NMDA receptor antagonist induced c-Fos expression in the medial entorhinal cortex during postnatal development.
Feng Liang, Hong Wang, Robert Konrad Naumann
Frontiers in neural circuits January 1, 2025 Peer reviewed DOI: 10.3389/fncir.2025.1619534 via PubMed
Summary
After administering the NMDAR antagonist MK-801 to mice, there was a 10-fold increase in c-Fos expressing cells in the medial entorhinal cortex (MEC) compared to other telencephalon regions. High and medium parvalbumin (PV) neurons were positively correlated with c-Fos density, while low PV neurons showed a negative correlation.
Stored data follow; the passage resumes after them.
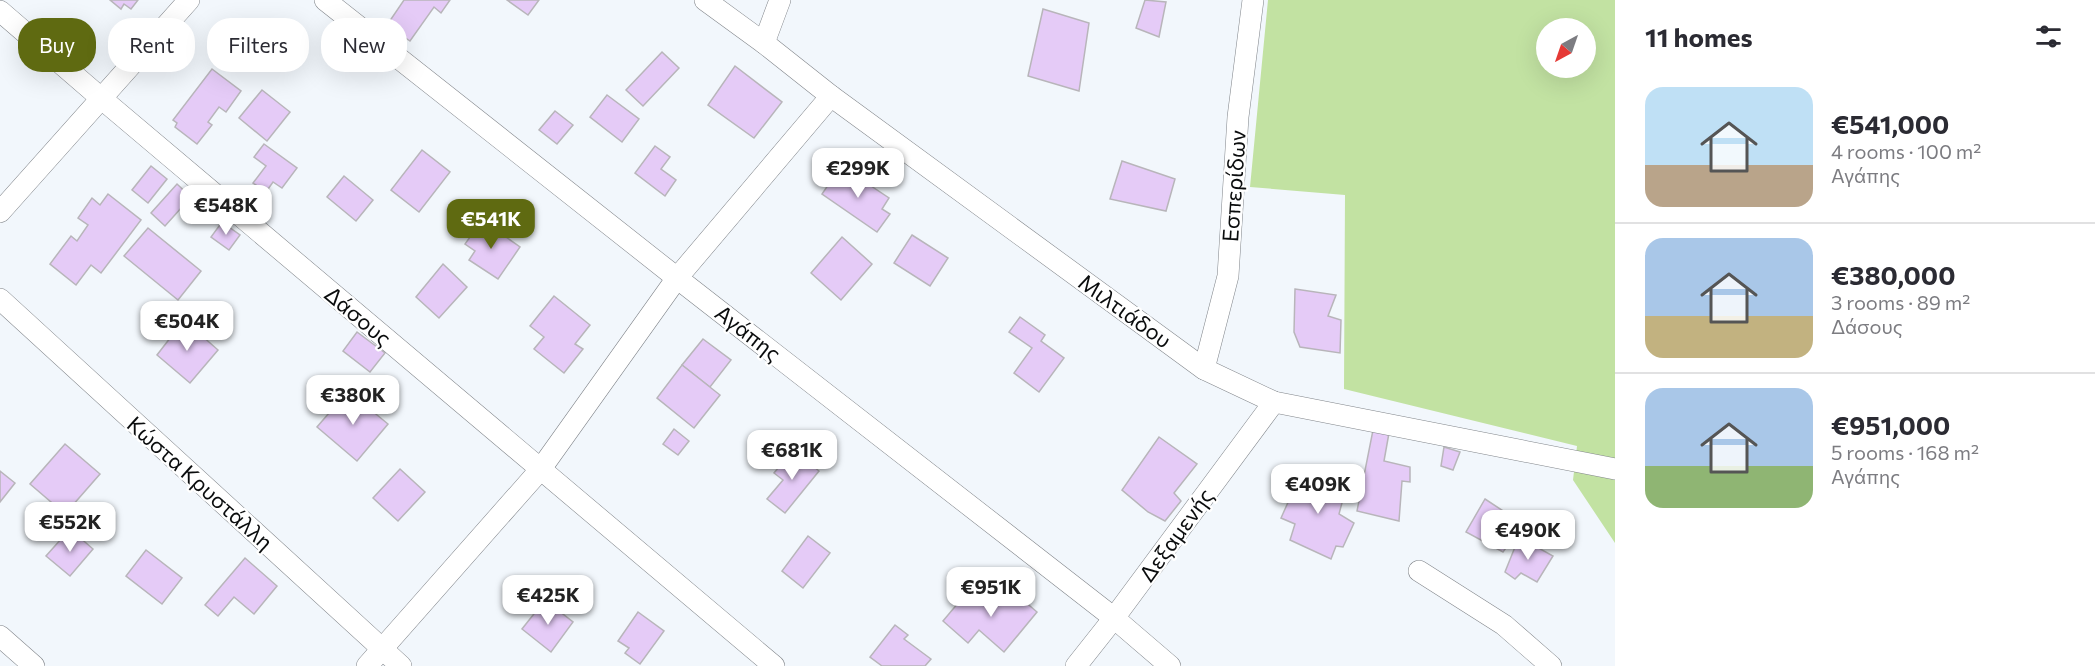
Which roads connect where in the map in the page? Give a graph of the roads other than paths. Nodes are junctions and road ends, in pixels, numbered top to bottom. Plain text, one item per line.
1 (189, 0) edge
2 (325, 0) edge
3 (705, 0) edge
4 (780, 0) edge
5 (1253, 0) edge
6 (0, 11) edge
7 (764, 42) junction
8 (831, 96) junction
9 (102, 99) junction
10 (0, 212) edge
11 (677, 278) junction
12 (0, 299) edge
13 (1204, 369) junction
14 (1274, 402) junction
15 (1615, 469) edge
16 (540, 470) junction
17 (1419, 572) dead end
18 (1114, 618) junction
19 (0, 636) edge
20 (381, 648) junction
21 (34, 666) edge
22 (367, 666) edge
23 (401, 666) edge
24 (774, 666) edge
25 (1076, 666) edge
26 (1170, 666) edge
27 (1551, 666) edge

1 - 9 street
2 - 11 street, Αγάπης
3 - 7 street, Μιλτιάδου
4 - 7 street
5 - 13 street, Εσπερίδων
6 - 9 street, Δάσους
7 - 8 street, Μιλτιάδου
8 - 11 street
8 - 13 street, Μιλτιάδου
9 - 10 street
9 - 16 street, Δάσους
11 - 16 street
11 - 18 street, Αγάπης
12 - 20 street, Κώστα Κρυστάλλη
13 - 14 street, Μιλτιάδου
14 - 15 street, Μιλτιάδου
14 - 18 street, Δεξαμενής
16 - 20 street
16 - 24 street, Δάσους
17 - 27 street
18 - 25 street, Δεξαμενής
18 - 26 street, Αγάπης
19 - 21 street
20 - 22 street
20 - 23 street, Κώστα Κρυστάλλη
PV expression appeared before c-Fos expression during postnatal development, indicating that specific neuron types are crucial for the brain's response to NMDAR antagonists.
Study at a glance
| Population | mice |
|---|---|
| Key finding | MK-801 administration resulted in a 10-fold higher density of c-Fos expressing cells in the medial entorhinal cortex compared to other telencephalon regions. |
Abstract
N-methyl-D-aspartate receptor (NMDAR) antagonists, including ketamine, phencyclidine (PCP), and dizocilpine (MK-801), are an important class of drugs that can produce antidepressant, hallucinogenic, dissociative, psychotomimetic, and anesthetic effects in humans and animal models. To understand the effects of NMDAR antagonists on the brain, it is essential to map their actions at cellular resolution. We quantified c-Fos expressing cells in the mouse telencephalon after systemic injection of the potent NMDAR antagonist MK-801 and found a 10-fold higher density of c-Fos in the medial entorhinal cortex (MEC) compared to other regions of the telencephalon. c-Fos density was high in layer 3 of the dorsal MEC but low in other parts of the MEC. Since previous studies have shown that parvalbumin (PV) staining shows a strong dorsal-ventral gradient in the MEC, we investigated the spatial correlation between c-Fos and PV staining. We classified PV neurons based on their level of immunoreactivity and found that high and medium PV neurons were positively correlated with c-Fos density, while low PV neurons were negatively correlated. To understand the temporal correlation of c-Fos and PV staining, we examined their expression patterns after MK-801 injections during postnatal development. PV expression emerged on postnatal day 12, preceding c-Fos expression, which emerged on postnatal day 16. Our results suggest that local circuits comprising specific subtypes of inhibitory and excitatory neurons are critical for generating a sustained neuronal response to NMDAR antagonists. Furthermore, a high density of PV neuron input may be a prerequisite for the induction of c-Fos expression observed in MEC principal neurons. This study contributes to our understanding of how the brain responds to NMDAR antagonists in the developing and adult brain and reveals cell types in the dorsal MEC that are highly sensitive to this class of drugs.